I made reasonable time to the summit, but I still felt awkward and did my share of stumbling along the muddy singletrack that winds through swamps paralleling South Boulder Creek. The weather was unbelievably mild — clear blue skies after 12 p.m., and almost no wind. Weirdly, I only saw one other group — besides Beat and Daniel — along the entire ridge. I had the summit all to myself. Well, I wasn't entirely alone, as I was continually hounded by a persistent marmot who practically sat on my shoes as I ate my sandwich. But it was a rare moment of peace, and it felt distinctly sublime. Still, I was haunted by my feelings of inadequacy and the thought that I didn't really want to have to stumble down that slippery, swampy trail.

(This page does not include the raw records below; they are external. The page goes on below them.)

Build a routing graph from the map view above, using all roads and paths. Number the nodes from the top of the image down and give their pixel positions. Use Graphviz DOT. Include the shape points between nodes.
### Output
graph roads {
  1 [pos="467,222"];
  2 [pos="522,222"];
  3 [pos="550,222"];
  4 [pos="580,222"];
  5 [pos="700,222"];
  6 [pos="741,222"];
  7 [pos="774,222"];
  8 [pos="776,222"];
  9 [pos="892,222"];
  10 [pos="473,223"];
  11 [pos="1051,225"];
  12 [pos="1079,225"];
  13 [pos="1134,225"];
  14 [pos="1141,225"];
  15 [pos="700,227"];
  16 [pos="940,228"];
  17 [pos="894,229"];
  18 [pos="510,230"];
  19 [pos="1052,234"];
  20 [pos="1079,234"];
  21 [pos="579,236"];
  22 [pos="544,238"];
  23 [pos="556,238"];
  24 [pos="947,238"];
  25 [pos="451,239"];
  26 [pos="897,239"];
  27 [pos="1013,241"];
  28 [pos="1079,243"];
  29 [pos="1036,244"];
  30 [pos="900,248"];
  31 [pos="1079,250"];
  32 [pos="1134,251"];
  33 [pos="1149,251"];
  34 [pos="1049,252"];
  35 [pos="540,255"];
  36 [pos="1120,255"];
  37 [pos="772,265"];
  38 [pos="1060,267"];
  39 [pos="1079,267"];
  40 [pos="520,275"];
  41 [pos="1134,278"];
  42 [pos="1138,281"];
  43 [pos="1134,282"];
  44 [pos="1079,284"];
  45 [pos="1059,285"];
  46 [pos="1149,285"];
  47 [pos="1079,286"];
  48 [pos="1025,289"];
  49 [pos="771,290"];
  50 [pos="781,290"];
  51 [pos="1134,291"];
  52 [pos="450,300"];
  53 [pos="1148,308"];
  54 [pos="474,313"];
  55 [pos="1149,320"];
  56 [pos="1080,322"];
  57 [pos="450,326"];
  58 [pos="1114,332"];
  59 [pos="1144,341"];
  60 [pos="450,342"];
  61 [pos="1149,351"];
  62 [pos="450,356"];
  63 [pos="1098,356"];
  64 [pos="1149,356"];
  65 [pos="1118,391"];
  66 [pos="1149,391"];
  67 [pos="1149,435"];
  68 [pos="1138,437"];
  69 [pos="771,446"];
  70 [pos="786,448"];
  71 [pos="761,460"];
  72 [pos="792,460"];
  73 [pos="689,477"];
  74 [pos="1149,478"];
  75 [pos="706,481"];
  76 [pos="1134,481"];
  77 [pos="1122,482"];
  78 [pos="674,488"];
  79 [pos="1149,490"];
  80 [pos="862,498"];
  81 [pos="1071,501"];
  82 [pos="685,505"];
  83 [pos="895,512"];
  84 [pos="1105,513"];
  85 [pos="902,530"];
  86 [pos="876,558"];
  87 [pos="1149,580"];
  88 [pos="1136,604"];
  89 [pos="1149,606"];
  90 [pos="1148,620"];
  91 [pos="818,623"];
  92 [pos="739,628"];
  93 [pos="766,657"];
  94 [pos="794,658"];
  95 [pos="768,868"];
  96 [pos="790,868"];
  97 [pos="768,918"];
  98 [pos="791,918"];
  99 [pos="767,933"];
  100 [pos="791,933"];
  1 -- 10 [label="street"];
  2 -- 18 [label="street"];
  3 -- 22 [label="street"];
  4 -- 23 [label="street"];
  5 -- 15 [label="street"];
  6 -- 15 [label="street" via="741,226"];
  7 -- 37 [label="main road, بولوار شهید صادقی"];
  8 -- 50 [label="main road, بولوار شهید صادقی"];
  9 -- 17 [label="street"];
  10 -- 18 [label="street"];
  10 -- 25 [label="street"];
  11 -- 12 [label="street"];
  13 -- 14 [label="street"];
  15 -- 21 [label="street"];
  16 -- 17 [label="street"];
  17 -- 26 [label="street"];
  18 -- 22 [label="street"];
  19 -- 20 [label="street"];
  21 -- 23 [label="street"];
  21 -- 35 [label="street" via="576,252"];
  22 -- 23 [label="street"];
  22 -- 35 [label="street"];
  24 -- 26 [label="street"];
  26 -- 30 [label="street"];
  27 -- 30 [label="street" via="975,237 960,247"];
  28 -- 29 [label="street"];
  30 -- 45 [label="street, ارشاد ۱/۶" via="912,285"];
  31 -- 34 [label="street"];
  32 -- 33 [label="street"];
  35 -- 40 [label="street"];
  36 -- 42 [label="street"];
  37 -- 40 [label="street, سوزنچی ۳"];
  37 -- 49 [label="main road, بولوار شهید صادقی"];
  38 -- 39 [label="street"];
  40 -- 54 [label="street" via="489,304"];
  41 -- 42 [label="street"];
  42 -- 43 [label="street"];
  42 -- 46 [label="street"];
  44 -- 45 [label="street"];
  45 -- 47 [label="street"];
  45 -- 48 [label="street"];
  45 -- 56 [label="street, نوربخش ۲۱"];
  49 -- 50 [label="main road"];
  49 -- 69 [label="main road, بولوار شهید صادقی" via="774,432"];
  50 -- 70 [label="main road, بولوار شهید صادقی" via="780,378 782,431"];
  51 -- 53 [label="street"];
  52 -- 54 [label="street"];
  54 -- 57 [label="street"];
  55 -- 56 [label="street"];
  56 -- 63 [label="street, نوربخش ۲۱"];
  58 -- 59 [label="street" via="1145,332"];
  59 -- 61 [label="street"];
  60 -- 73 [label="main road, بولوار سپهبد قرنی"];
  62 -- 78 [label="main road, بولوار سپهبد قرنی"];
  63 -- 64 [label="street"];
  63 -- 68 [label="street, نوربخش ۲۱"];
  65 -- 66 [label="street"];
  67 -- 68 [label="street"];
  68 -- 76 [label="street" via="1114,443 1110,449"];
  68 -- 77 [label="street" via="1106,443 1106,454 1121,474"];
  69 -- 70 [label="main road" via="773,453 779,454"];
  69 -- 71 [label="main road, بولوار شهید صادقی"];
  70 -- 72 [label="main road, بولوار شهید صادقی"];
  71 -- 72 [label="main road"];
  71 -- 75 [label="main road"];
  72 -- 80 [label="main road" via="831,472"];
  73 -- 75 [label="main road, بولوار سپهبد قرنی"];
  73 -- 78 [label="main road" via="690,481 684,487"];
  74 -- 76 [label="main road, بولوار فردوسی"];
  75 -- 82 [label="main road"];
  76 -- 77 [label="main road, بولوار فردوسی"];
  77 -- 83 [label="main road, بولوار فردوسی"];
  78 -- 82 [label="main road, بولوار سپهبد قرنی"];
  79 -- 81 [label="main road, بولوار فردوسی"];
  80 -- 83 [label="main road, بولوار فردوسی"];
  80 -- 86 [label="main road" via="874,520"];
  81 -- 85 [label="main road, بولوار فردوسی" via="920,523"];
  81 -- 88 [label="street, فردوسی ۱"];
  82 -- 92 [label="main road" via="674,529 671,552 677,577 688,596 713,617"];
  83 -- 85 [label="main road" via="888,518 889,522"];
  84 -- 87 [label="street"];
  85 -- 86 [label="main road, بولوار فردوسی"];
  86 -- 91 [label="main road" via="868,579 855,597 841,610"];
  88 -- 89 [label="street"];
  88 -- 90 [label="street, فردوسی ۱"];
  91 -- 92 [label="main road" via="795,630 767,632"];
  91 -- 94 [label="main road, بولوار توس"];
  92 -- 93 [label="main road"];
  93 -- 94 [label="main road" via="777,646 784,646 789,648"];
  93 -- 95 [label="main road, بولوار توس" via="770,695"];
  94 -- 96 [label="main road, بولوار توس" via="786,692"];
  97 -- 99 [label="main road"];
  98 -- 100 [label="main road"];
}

The south side of James Peak is a continuation of the Continental Divide Trail, and from there I knew I could connect with a rugged jeep road that I've explored with a bike in the past. Kingston Peak is not a ride I'd recommend; it's a loose babyhead nightmare, and so steep that it's precarious to walk down — in hindsight, the muddy trail is easier. But I knew the way. It seemed at once familiar and novel. It was probably far. It was probably at least twice as far. But also, likely to be runnable for much of the distance. On a whim, I veered south with a loosely understood loop in mind.
I loved being back there. I saw no other people. Gentle, rolling slopes stretched out for miles, and the alpine tundra still clung to the early season, with tiny yellow flowers peeking from the edges of snowfields. It reminded me of the grassy velds along South Africa's Great Escarpment, evoking happy nostalgia. I couldn't see whether the trail ever connected to the distant road, so I cut overland, padding across tussocks and taking care to never step on a flower. It was probably some of the more graceful walking and/or running I've managed yet this season.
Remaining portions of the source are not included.